Government Putting Avant-Garde Architects On Notice
The wholesale renovation of Chicago’s historic Soldier Field (home of the NFL’s Bears) has been roundly panned by football fans and architecture critics alike since it was completed last year, and now, the federal government has weighed in with its own verdict on the ultra-modernist redesign, stripping the stadium of its place on the list of National Historic Landmarks. The decision “sent a message that resounds far beyond Chicago’s aesthetically mangled lakefront football stadium: The government will react — and strongly — if avant-garde architects and arrogant politicians sack the nation’s most extraordinary places.”

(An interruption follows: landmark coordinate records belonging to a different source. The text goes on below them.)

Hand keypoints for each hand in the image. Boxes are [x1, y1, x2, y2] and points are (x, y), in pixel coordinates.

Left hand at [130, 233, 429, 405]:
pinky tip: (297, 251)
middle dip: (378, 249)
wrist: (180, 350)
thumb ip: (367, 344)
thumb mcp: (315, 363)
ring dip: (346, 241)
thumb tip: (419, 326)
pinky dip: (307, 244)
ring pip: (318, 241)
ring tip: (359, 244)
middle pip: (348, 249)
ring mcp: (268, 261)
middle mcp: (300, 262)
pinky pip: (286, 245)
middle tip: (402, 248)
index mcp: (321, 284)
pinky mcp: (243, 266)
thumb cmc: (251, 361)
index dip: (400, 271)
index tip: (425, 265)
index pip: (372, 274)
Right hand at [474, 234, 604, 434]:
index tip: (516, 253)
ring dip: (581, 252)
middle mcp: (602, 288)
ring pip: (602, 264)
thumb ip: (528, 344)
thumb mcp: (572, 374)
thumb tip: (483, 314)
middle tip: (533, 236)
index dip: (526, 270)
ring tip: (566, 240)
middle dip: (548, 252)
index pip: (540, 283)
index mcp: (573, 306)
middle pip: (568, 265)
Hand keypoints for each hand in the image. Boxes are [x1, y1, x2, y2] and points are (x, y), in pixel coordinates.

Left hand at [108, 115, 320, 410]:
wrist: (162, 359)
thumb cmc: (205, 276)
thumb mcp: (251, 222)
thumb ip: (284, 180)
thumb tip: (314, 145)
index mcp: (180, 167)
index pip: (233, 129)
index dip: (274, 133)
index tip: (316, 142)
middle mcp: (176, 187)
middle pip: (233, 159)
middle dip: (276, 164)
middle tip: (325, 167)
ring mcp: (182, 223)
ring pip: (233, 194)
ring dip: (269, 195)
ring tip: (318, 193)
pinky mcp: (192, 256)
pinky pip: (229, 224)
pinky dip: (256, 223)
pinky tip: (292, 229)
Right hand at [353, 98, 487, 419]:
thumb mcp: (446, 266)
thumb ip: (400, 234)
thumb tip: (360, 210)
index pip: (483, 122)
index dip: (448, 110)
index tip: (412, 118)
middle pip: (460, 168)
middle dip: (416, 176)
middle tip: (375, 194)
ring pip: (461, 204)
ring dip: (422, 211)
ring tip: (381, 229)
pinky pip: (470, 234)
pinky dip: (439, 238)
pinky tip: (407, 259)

Getting Smaller To Increase Visibility
“For years, American cartoonists have complained that their world is getting smaller. Plagued by slumping readership and beholden to high profit margins, daily newspapers are busy reducing the size of comics and cutting those that fail to gain support from older readers. Meanwhile, cartoonists who want to try something different, like mammoth Sunday strips, sometimes get the cold shoulder from editors. So it’s ironic that the next big thing in the comics world is a small cell-phone screen. But the distributors of strips from Crankshaft to Dick Tracy are working to get a foothold in that tiny space, and at least two cartoonists say they’re thrilled to get the exposure.”

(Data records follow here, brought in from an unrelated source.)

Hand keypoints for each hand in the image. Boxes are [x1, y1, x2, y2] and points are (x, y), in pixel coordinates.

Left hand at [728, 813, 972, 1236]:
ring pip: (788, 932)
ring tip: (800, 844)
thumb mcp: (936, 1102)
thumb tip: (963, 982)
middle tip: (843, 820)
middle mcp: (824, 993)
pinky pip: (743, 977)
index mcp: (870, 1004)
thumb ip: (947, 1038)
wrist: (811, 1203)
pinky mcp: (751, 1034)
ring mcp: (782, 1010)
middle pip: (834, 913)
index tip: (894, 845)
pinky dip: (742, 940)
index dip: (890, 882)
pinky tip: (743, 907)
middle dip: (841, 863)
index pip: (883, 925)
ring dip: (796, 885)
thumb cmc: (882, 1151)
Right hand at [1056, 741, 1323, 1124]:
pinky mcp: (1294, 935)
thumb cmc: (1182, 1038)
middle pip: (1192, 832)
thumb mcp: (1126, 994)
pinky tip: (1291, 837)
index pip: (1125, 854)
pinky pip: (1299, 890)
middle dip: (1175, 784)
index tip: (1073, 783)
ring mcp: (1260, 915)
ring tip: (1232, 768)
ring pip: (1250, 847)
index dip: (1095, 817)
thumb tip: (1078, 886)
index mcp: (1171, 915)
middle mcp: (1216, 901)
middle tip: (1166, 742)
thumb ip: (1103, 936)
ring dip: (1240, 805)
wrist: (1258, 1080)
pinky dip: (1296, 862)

Pushing Absolutely No Hot Buttons
Whatever happened to the grand old art of political buttons? Once upon a time, a presidential election brought us such memorable and wearable gems as “I Like Ike” and “I’m Daft About Taft” – and few could forget the classic Goldwater button that emphatically declared “In your heart, you know he’s right,” and the anti-Goldwater parody that shot back, “In your heart, you know he’s nuts!” These days, though, every button from every campaign looks the same – blue backgrounds, American flags, the names of the candidates, and nothing else. At what point did one of America’s cleverest forms of politicking become such a deadly bore?
Who Cares Who Used To Own It?
The British Museum has spent the last several years answering charges over the way it acquired several of its most prized pieces. But is the argument even focused on the right topic? “Controversy over ownership of its treasures obscures the British Museum’s purpose. By offering everyone insights into cultural history, argues its director Neil MacGregor, the museum promotes a greater understanding of humanity.”

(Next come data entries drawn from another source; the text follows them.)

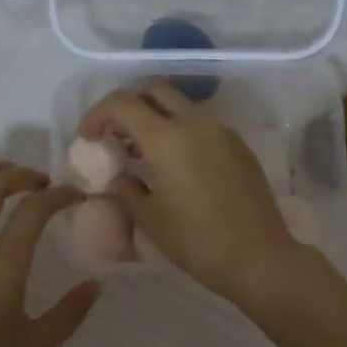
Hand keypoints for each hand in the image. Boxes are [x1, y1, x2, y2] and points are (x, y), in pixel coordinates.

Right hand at [81, 81, 306, 303]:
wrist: (257, 256)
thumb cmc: (195, 241)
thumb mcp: (149, 218)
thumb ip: (127, 190)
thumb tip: (121, 177)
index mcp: (166, 137)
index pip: (122, 103)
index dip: (97, 114)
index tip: (89, 137)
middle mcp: (196, 122)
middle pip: (155, 90)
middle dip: (130, 104)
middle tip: (118, 135)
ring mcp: (223, 131)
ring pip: (182, 105)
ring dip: (159, 117)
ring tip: (147, 153)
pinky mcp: (240, 146)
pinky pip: (204, 125)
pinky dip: (183, 132)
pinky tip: (179, 165)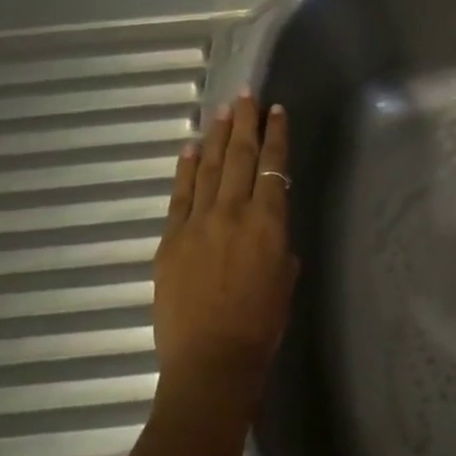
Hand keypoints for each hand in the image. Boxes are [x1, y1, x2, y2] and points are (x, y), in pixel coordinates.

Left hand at [153, 92, 298, 402]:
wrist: (212, 360)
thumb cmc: (262, 324)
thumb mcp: (285, 277)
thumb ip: (277, 244)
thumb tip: (267, 230)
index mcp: (268, 223)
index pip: (274, 166)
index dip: (276, 136)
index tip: (276, 111)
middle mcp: (233, 213)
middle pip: (240, 157)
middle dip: (245, 123)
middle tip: (246, 96)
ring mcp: (197, 224)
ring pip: (209, 169)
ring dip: (216, 137)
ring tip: (222, 111)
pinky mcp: (171, 240)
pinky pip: (179, 196)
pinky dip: (186, 169)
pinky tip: (191, 149)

Why Wait For The New Building?
New York’s New Museum of Contemporary Art is currently homeless, as it waits for its new home in the Bowery to be completed, but rather than merely vanishing from the scene for two years, the museum is hoping to renovate its image in the interim. “The museum’s curators were… acutely aware of the need to use the transition to the new building as an opportunity to think again about the definition of the museum. And so, while it has taken 7,000 square feet of space on the first floor of the Chelsea Art Museum on West 22nd Street for a year, its curators decided that the first major show would not be within walls, but outside them.”
Taking Inventory Of An Unexpected Treasure Trove
When the Philadelphia public school district discovered earlier this month that it was in possession of an art collection potentially valued at tens of millions of dollars, it was hard to know what to do about it. What the district is doing is to mount a full-scale measure of what exactly it has, where it all came from, what it may or may not be worth, and how such a varied and amorphous collection of works could best be utilized in an educational sense. One thing is for sure – the district doesn’t intend to sell any of the works – but it will take great resolve for officials to avoid being stampeded by the various interested parties sure to come out of the woodwork.